**PROMPT**
In these records, how many lines contain "Drive"? Please reply with the number only.

Stored records
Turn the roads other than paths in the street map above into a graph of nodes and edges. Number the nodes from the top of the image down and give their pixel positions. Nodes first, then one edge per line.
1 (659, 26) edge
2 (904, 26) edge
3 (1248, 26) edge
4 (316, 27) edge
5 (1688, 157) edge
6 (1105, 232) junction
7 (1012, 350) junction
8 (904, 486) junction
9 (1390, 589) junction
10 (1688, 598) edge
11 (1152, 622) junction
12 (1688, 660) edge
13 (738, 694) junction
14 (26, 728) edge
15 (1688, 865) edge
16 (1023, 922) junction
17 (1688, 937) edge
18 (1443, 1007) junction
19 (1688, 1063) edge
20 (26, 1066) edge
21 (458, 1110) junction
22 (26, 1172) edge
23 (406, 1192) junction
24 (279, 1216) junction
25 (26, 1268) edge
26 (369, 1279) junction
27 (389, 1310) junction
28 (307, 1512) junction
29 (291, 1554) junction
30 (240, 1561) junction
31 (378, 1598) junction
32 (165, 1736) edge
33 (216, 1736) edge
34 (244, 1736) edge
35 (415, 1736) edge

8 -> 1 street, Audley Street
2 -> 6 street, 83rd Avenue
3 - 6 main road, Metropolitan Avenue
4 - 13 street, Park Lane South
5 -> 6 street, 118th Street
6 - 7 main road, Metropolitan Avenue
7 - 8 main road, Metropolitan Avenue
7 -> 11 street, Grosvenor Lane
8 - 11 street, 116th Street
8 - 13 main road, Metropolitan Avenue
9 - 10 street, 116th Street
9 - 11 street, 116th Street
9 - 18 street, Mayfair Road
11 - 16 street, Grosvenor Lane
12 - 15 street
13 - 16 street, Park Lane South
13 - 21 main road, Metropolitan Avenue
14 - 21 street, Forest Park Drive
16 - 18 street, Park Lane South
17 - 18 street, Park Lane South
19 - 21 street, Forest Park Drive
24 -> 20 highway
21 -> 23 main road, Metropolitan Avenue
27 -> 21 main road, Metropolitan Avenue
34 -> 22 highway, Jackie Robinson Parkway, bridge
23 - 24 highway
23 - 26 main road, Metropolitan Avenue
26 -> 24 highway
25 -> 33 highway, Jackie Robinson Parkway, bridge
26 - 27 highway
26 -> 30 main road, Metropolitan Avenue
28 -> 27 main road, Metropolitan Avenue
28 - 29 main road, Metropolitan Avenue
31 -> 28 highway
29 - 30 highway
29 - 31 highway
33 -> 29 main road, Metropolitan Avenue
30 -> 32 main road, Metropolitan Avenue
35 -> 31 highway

**ANSWER FOR THE TASK**
2